Crianças não ingerem fruta e legumes suficientes

28 Set 2018 / 02:00 H.

Três em cada quatro crianças portuguesas, entre os dois e os 10 anos, comem menos de cinco porções de fruta e legume diárias, não cumprindo as recomendações da Organização Mundial da Saúde (OMS), segundo um estudo divulgado.

Realizado por investigadores da Associação Portuguesa Contra a Obesidade Infantil (APCOI), do Instituto de Saúde Ambiental e da Faculdade de Medicina da Universidade de Lisboa, o estudo observou diferenças entre os vários distritos e regiões relativamente à ingestão diária de fruta e legumes.

Bragança foi o distrito que apresentou a maior percentagem de crianças (96,7%) que não ingeriam a dose diária recomendada pela OMS, de ingerir pelo menos cinco peças de frutas e legumes, seguido da Guarda (91,9%), dos Açores (86,6%) e da Madeira (85,7%), adiantam os dados preliminares do estudo, que envolveu uma amostra de 12.764 alunos no ano lectivo 2017/2018.

A investigação também analisou os efeitos da sétima edição do projecto “Heróis da Fruta -- Lanche Escolar Saudável”, um programa gratuito de educação para a saúde, que promove o consumo de fruta na escola, nas alterações de hábitos alimentares dos alunos, tendo concluído que, globalmente, 41,9% das crianças aumentou o seu consumo diário de fruta após 12 semanas de participação no projecto.

A recolha de dados, através da aplicação de um questionário antes e depois das 12 semanas de intervenção do projecto, foi reportada pelos professores e conta com uma amostra global composta por 12.764 crianças, com idades entre os 2 e os 10 anos, de 626 escolas de todo o país.

“Em todos os distritos e regiões verificou-se um aumento do consumo diário de porções de fruta após a implementação do projecto, tendo sido o distrito de Portalegre a registar a maior subida com uma percentagem de aumento de 60,5%”, refere a APCOI.

Setúbal registou um aumento de 57,6%, Viana do Castelo de 56,4%), Viseu 46,9%, Porto 46,1%, Guarda 43,1%, Coimbra 41,5%, Faro 41,2%, Vila Real 39%, Lisboa 37,8%, Castelo Branco 37,6%), Aveiro 37,4%, Leiria 37,2%, Madeira 36,2%, Bragança 35,8%, Évora 35,6%, Açores 35,5%, Beja 33,9% e Santarém 29,8%.

Para o presidente e fundador da APCOI, Mário Silva, “estes números vêm comprovar a importância do projecto Heróis da Fruta enquanto ferramenta de educação para a saúde”.

“O sucesso desta fórmula vencedora” prende-se com a utilização de “personagens com que as crianças se identificam combinados com desafios diários” que “ajudam a transmitir as mensagens e os comportamentos-modelo”, com “recompensas capazes de manter os alunos e os professores motivados”, explicou Mário Silva no comunicado.

Neste ano lectivo, haverá prémios de participação para todas as crianças que serão enviados por correio para cada escola.

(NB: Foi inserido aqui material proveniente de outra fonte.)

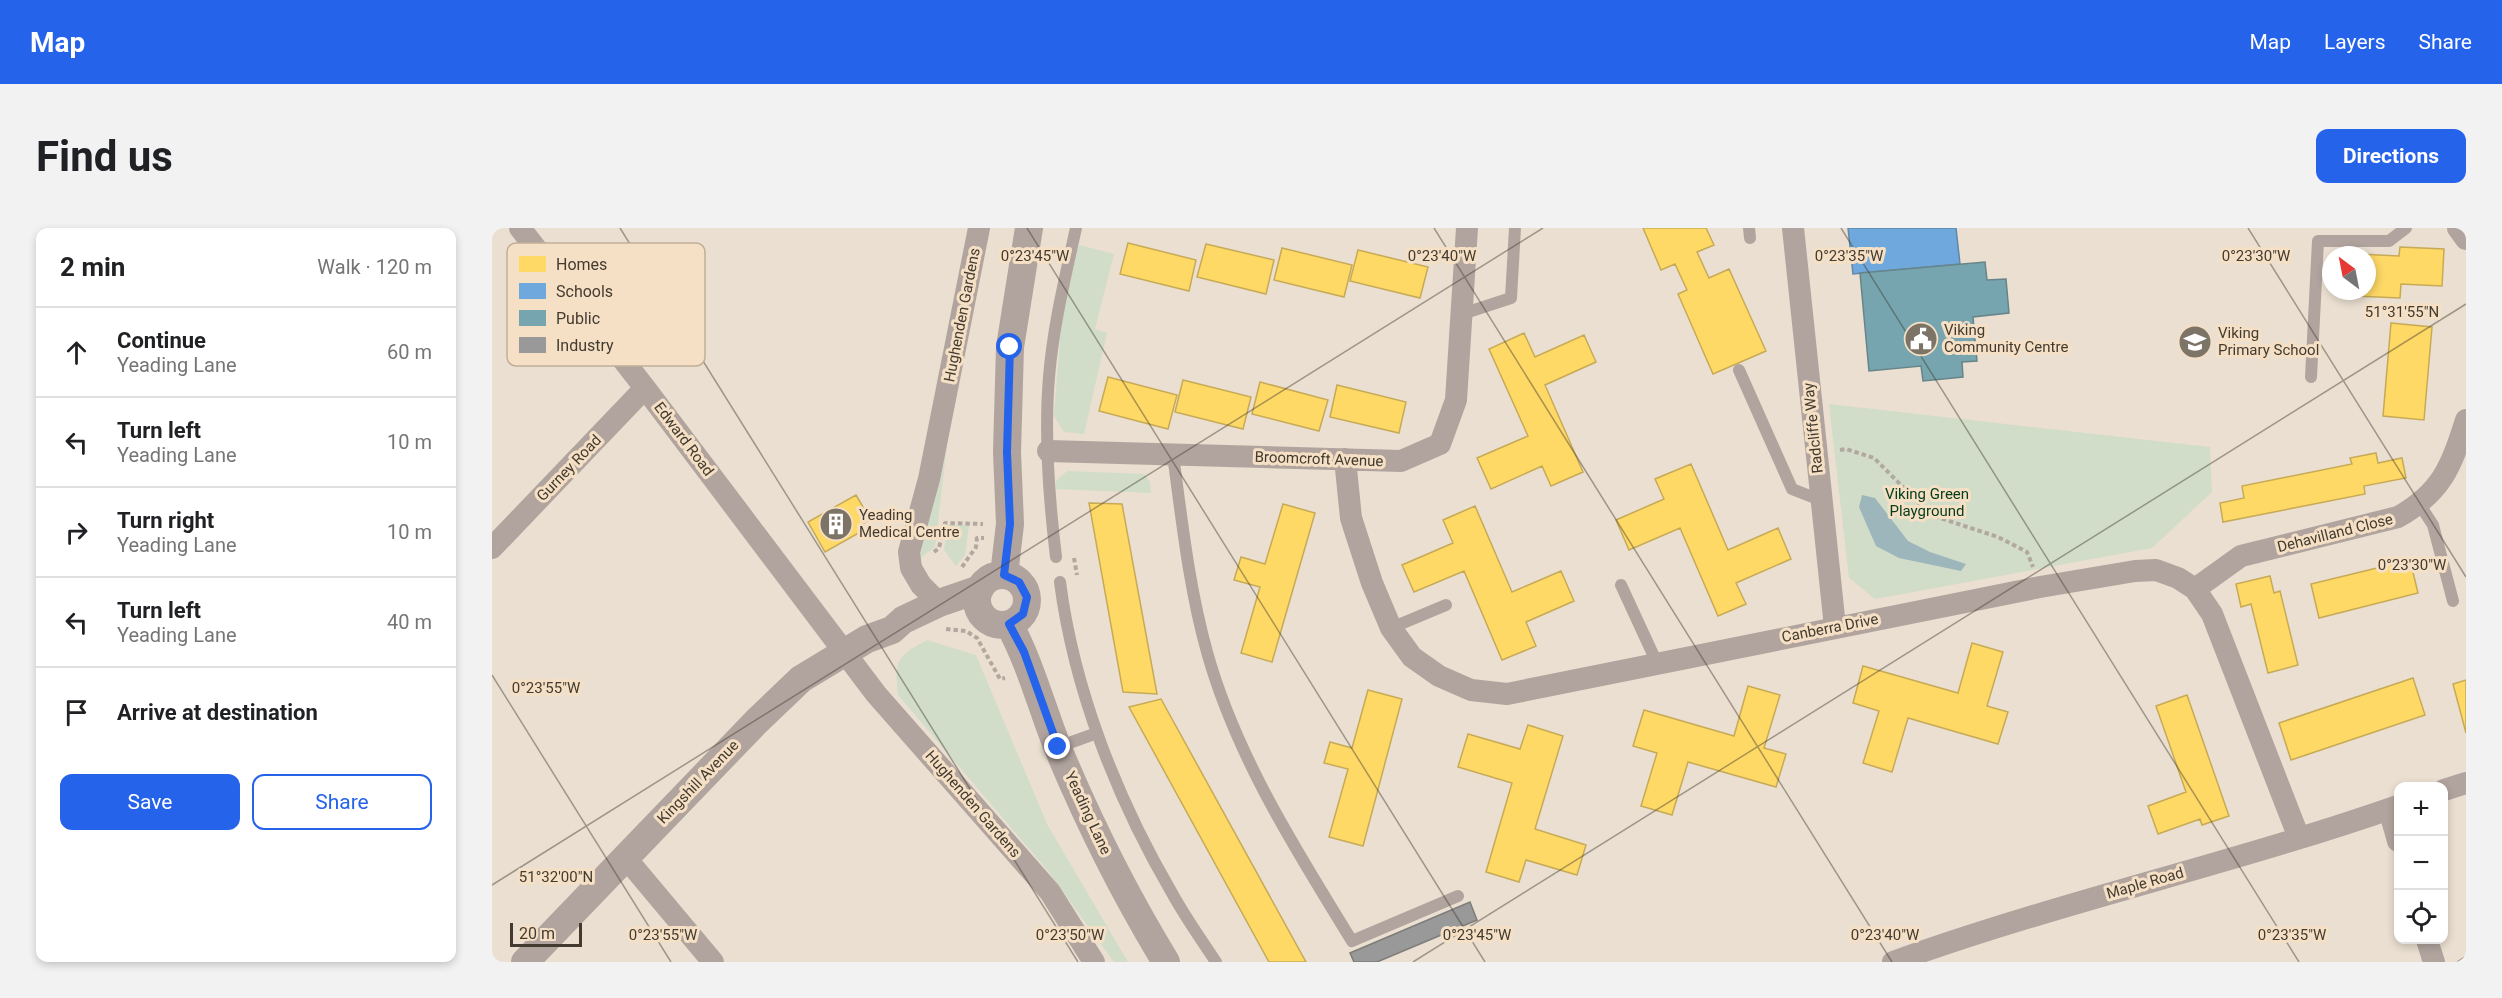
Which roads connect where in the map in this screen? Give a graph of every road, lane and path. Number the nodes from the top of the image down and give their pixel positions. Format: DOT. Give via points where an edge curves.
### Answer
graph roads {
  1 [pos="520,228"];
  2 [pos="979,228"];
  3 [pos="1029,228"];
  4 [pos="1076,228"];
  5 [pos="1467,228"];
  6 [pos="1515,228"];
  7 [pos="1793,228"];
  8 [pos="2406,228"];
  9 [pos="2458,228"];
  10 [pos="2466,239"];
  11 [pos="532,243"];
  12 [pos="1462,314"];
  13 [pos="628,366"];
  14 [pos="1739,370"];
  15 [pos="2311,377"];
  16 [pos="645,388"];
  17 [pos="2466,420"];
  18 [pos="1048,451"];
  19 [pos="1815,454"];
  20 [pos="1173,455"];
  21 [pos="1345,459"];
  22 [pos="1820,500"];
  23 [pos="2420,505"];
  24 [pos="983,524"];
  25 [pos="492,548"];
  26 [pos="1056,557"];
  27 [pos="912,570"];
  28 [pos="1060,582"];
  29 [pos="1621,585"];
  30 [pos="2040,587"];
  31 [pos="2195,589"];
  32 [pos="988,592"];
  33 [pos="2454,601"];
  34 [pos="1446,605"];
  35 [pos="939,616"];
  36 [pos="1009,624"];
  37 [pos="1834,627"];
  38 [pos="1391,628"];
  39 [pos="892,630"];
  40 [pos="844,651"];
  41 [pos="1657,663"];
  42 [pos="1008,677"];
  43 [pos="1096,733"];
  44 [pos="1058,747"];
  45 [pos="2466,783"];
  46 [pos="2448,789"];
  47 [pos="2394,808"];
  48 [pos="2299,838"];
  49 [pos="625,857"];
  50 [pos="1458,896"];
  51 [pos="2429,944"];
  52 [pos="525,962"];
  53 [pos="713,962"];
  54 [pos="1094,962"];
  55 [pos="1167,962"];
  56 [pos="1216,962"];
  57 [pos="1893,962"];
  58 [pos="2434,962"];
  1 -- 11 [label="street, Edward Road"];
  2 -- 27 [label="street, Hughenden Gardens" via="929,479 909,552"];
  3 -- 32 [label="street" via="1010,347 1010,524"];
  4 -- 18 [label="lane" via="1056,315 1049,379"];
  5 -- 12 [label="street, Broomcroft Avenue"];
  6 -- 12 [label="lane" via="1511,298"];
  7 -- 19 [label="street, Radcliffe Way"];
  8 -- 15 [label="lane" via="2390,241 2318,241"];
  9 -- 10 [label="street"];
  12 -- 21 [label="street, Broomcroft Avenue" via="1456,400 1440,444 1401,462"];
  13 -- 16 [label="street, Edward Road"];
  14 -- 22 [label="lane" via="1792,489"];
  16 -- 25 [label="street, Gurney Road"];
  16 -- 40 [label="street, Edward Road"];
  17 -- 23 [label="street, Dehavilland Close" via="2454,459"];
  18 -- 20 [label="street, Broomcroft Avenue"];
  18 -- 26 [label="lane"];
  19 -- 22 [label="street, Radcliffe Way"];
  19 -- 30 [label="path" via="1846,449 1875,458 1931,515 1998,537 2027,552"];
  20 -- 21 [label="street, Broomcroft Avenue"];
  20 -- 50 [label="lane" via="1192,594 1232,724 1287,833 1352,941"];
  21 -- 38 [label="street, Canberra Drive" via="1351,518"];
  22 -- 37 [label="street, Radcliffe Way"];
  23 -- 31 [label="street, Dehavilland Close" via="2398,518 2241,556"];
  23 -- 33 [label="lane" via="2433,525"];
  24 -- 27 [label="path" via="945,523 939,548"];
  27 -- 35 [label="street"];
  28 -- 43 [label="lane"];
  29 -- 41 [label="lane"];
  30 -- 31 [label="street, Canberra Drive" via="2156,570"];
  30 -- 37 [label="street, Canberra Drive"];
  31 -- 48 [label="street, Canberra Drive" via="2212,614"];
  32 -- 35 [label="street, Kingshill Avenue"];
  32 -- 36 [label="street" via="993,623"];
  32 -- 36 [label="street" via="1019,582 1027,597 1023,614"];
  32 -- 39 [label="street, Kingshill Avenue" via="905,632"];
  34 -- 38 [label="lane"];
  35 -- 39 [label="street, Kingshill Avenue" via="903,620"];
  35 -- 42 [label="path" via="977,638 1000,679"];
  36 -- 44 [label="street, Yeading Lane" via="1024,652"];
  37 -- 41 [label="street, Canberra Drive"];
  38 -- 41 [label="street, Canberra Drive" via="1412,657 1439,676 1471,690 1507,694"];
  39 -- 40 [label="street, Kingshill Avenue"];
  40 -- 49 [label="street, Kingshill Avenue" via="787,692"];
  40 -- 54 [label="street, Hughenden Gardens" via="876,694 1050,892"];
  43 -- 44 [label="lane"];
  43 -- 56 [label="lane" via="1171,893"];
  44 -- 55 [label="street, Yeading Lane" via="1136,911"];
  45 -- 46 [label="street"];
  47 -- 48 [label="street, Maple Road"];
  48 -- 57 [label="street, Maple Road" via="1976,932"];
  49 -- 52 [label="street, Kingshill Avenue"];
  49 -- 53 [label="street"];
  51 -- 58 [label="street"];
}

Para se candidatarem aos prémios, basta inscreverem-se no site www.heroisdafruta.com.

Exemplo dos educadores
é a melhor solução

Uma nutricionista contactada pelo DIÁRIO abordou a situação descrita pelo estudo referindo os principais problemas que as crianças que não consomem frutas e legumes podem vir a ter. A baixa ingestão de fibras e vitaminas hidrossolúveis proveniente desses alimentos, fazem com que o sistema imunológico enfraqueça. Expondo assim essas crianças à graves problemas de saúde.

A nutricionista destaca que o papel dos pais, da família, dos educadores é importante para o desenvolvimento da criança. Se os pais tiverem como hábito depois do jantar comer uma fruta, comer sempre legumes e salada as refeições, à criança vai seguir os pais nesse comportamento, pois é típico nessas idades, adoptarem e imitarem os comportamentos dos adultos, especialmente dos pais.

Quanto a questão colocada, sobre o consumo em grandes quantidades de frutas e legumes, a mesma, refere que é raro a existência de um caso assim, mas diz não existir problema derivado ao consumo elevado, pois trata-se de alimentos saudáveis.